**ABOUT THIS TASK:**
Would you repeat each of the lines below exactly?

**DATA TO EXAMINE:**

————————

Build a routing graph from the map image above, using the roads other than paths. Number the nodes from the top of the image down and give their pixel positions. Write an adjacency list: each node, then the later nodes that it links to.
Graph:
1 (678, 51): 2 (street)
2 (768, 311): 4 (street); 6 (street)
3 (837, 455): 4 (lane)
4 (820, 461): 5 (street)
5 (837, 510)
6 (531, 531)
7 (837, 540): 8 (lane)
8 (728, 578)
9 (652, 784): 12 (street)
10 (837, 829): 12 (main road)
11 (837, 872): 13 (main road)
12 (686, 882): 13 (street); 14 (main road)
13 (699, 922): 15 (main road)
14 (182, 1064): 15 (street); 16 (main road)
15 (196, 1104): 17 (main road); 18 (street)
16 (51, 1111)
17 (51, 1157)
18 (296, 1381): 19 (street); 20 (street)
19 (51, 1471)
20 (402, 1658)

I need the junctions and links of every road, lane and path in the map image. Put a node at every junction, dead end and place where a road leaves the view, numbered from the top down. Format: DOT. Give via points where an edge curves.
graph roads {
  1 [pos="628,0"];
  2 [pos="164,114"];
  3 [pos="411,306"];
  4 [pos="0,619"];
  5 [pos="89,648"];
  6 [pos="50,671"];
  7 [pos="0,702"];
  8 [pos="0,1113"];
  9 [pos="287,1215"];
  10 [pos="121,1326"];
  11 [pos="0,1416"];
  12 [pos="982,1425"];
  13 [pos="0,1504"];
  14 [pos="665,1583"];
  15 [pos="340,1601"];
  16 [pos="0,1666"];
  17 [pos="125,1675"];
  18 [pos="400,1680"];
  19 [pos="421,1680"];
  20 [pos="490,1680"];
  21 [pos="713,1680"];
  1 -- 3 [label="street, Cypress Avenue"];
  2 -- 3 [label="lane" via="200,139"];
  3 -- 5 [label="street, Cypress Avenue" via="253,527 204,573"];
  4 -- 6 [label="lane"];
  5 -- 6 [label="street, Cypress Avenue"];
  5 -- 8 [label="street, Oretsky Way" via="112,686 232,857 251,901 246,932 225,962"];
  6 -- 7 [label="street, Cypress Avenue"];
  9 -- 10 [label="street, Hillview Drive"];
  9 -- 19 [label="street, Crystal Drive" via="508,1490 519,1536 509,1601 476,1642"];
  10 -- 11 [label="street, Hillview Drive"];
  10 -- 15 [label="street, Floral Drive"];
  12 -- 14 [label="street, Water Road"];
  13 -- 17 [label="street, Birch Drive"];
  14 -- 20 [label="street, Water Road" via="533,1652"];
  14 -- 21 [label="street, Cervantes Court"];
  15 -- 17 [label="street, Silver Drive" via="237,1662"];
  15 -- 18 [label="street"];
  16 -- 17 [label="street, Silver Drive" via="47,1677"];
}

————————

**FINISHED EXERCISE:**
Build a routing graph from the map image above, using the roads other than paths. Number the nodes from the top of the image down and give their pixel positions. Write an adjacency list: each node, then the later nodes that it links to.
Graph:
1 (678, 51): 2 (street)
2 (768, 311): 4 (street); 6 (street)
3 (837, 455): 4 (lane)
4 (820, 461): 5 (street)
5 (837, 510)
6 (531, 531)
7 (837, 540): 8 (lane)
8 (728, 578)
9 (652, 784): 12 (street)
10 (837, 829): 12 (main road)
11 (837, 872): 13 (main road)
12 (686, 882): 13 (street); 14 (main road)
13 (699, 922): 15 (main road)
14 (182, 1064): 15 (street); 16 (main road)
15 (196, 1104): 17 (main road); 18 (street)
16 (51, 1111)
17 (51, 1157)
18 (296, 1381): 19 (street); 20 (street)
19 (51, 1471)
20 (402, 1658)

I need the junctions and links of every road, lane and path in the map image. Put a node at every junction, dead end and place where a road leaves the view, numbered from the top down. Format: DOT. Give via points where an edge curves.
graph roads {
  1 [pos="628,0"];
  2 [pos="164,114"];
  3 [pos="411,306"];
  4 [pos="0,619"];
  5 [pos="89,648"];
  6 [pos="50,671"];
  7 [pos="0,702"];
  8 [pos="0,1113"];
  9 [pos="287,1215"];
  10 [pos="121,1326"];
  11 [pos="0,1416"];
  12 [pos="982,1425"];
  13 [pos="0,1504"];
  14 [pos="665,1583"];
  15 [pos="340,1601"];
  16 [pos="0,1666"];
  17 [pos="125,1675"];
  18 [pos="400,1680"];
  19 [pos="421,1680"];
  20 [pos="490,1680"];
  21 [pos="713,1680"];
  1 -- 3 [label="street, Cypress Avenue"];
  2 -- 3 [label="lane" via="200,139"];
  3 -- 5 [label="street, Cypress Avenue" via="253,527 204,573"];
  4 -- 6 [label="lane"];
  5 -- 6 [label="street, Cypress Avenue"];
  5 -- 8 [label="street, Oretsky Way" via="112,686 232,857 251,901 246,932 225,962"];
  6 -- 7 [label="street, Cypress Avenue"];
  9 -- 10 [label="street, Hillview Drive"];
  9 -- 19 [label="street, Crystal Drive" via="508,1490 519,1536 509,1601 476,1642"];
  10 -- 11 [label="street, Hillview Drive"];
  10 -- 15 [label="street, Floral Drive"];
  12 -- 14 [label="street, Water Road"];
  13 -- 17 [label="street, Birch Drive"];
  14 -- 20 [label="street, Water Road" via="533,1652"];
  14 -- 21 [label="street, Cervantes Court"];
  15 -- 17 [label="street, Silver Drive" via="237,1662"];
  15 -- 18 [label="street"];
  16 -- 17 [label="street, Silver Drive" via="47,1677"];
}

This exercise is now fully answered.